Jackevicius noted that as physicians transitioned to using more moderate- and high-intensity statins over the years, there wasn’t a corresponding increase in objective adverse events, aside from a slight “blip” in 2018, which may correspond to the publication of the latest cholesterol guidelines. Instead, only the number of subjective adverse event reports increased over time. The researchers also identified several peaks when the number of reported subjective adverse events far outpaced the objective measures. The first peak occurred in the third quarter of 2010 and the second in the first quarter of 2012. The third quarter of 2019 saw the highest number of subjective adverse events reported: 7,730.
“There was a peak in 2010 and just before that peak there was an FDA warning about muscle toxicity, particularly with high-dose simvastatin, although we did see an increase [in subjective measures] with all statins,” said Jackevicius. “In February 2012, the FDA had another warning—this peak wasn’t as large—of potential adverse effects and some drug-drug interactions. FDA warnings do get a lot of media attention, especially when it’s about potential harms or side effects. Because of the timing, and because the number of subjective reports increased, it seems there is a correlation there.”
Compassion Needed for Nocebo Effects
While men and women both reported more subjective side effects than objective measures, women were more likely to report subjective muscular adverse events, such as myalgias and weakness. Women also more frequently reported fatigue and nervous system adverse events and were less likely than men to report objectively documented muscular side effects. There was no difference in the frequency of reported hepatic adverse events between men and women.
As to why women reported “softer” adverse events with statins, Jackevicius said they found no clinical evidence that statins may predispose women to greater muscle toxicity compared with men. However, there is some physiologic evidence, which revolves around the hypothalamic-pituitary-adrenal axis and pain transmission, that women might be more predisposed than men to the nocebo effect when under stress and anxiety, she said.

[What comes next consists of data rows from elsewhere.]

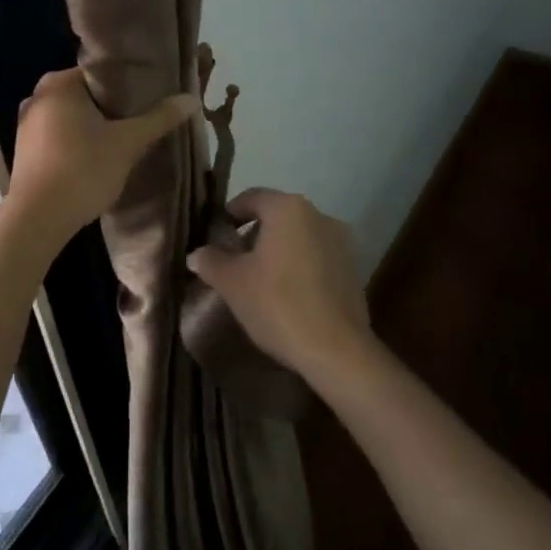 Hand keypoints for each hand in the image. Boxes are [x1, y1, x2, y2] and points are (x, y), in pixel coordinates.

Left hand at [6, 69, 197, 240]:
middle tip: (143, 119)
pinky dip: (79, 141)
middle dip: (114, 107)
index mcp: (59, 83)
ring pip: (73, 117)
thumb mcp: (128, 143)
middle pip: (87, 94)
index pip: (101, 72)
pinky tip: (98, 157)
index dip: (129, 83)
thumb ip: (159, 118)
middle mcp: (38, 96)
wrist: (37, 219)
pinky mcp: (24, 150)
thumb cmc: (83, 170)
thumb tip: (192, 99)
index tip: (152, 96)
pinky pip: (60, 136)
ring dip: (96, 126)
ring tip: (126, 138)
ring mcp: (26, 124)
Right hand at [185, 189, 370, 378]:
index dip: (229, 214)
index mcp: (288, 209)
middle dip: (253, 234)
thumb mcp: (233, 283)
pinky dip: (299, 266)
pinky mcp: (353, 268)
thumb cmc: (278, 304)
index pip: (251, 198)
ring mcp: (341, 242)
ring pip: (298, 236)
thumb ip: (211, 261)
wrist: (337, 351)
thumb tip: (197, 254)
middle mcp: (319, 215)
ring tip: (259, 280)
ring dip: (278, 250)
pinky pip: (317, 257)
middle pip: (277, 216)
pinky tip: (287, 294)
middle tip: (233, 261)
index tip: (215, 236)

A blunted endogenous opioid transmission in women versus men might also make them more sensitive to pain and more likely to report these subjective adverse events.
Overall, US and non-US patients reported more subjective side effects than objectively documented adverse events. However, US patients reported more subjective adverse events per quarter than their non-US counterparts, with Americans reporting more subjective muscular side effects, fatigue, and nervous system adverse events.
In terms of the clinical message, statin prescribers need to acknowledge the nocebo effect is very real, but can be managed, say the researchers.
“We need to be compassionate with our patients,” said Jackevicius. “As clinicians, we need to understand this is a real effect and something the patient is experiencing. But it is something that can be turned around. From SAMSON, we can use objective data and educate patients to say, ‘Yes, a lot of these [adverse events] are based on beliefs with taking something.’ We can have open discussions with patients to let them know that it is possible to tolerate statins, and they are beneficial for many patients.”
Moon J, Sedgh RC, Jackevicius CA. Examining the nocebo effect of statins through statin adverse events reported in the FDA adverse event reporting system (FAERS). Circulation 2020;Epub ahead of print.
- Jackevicius reports no conflicts of interest.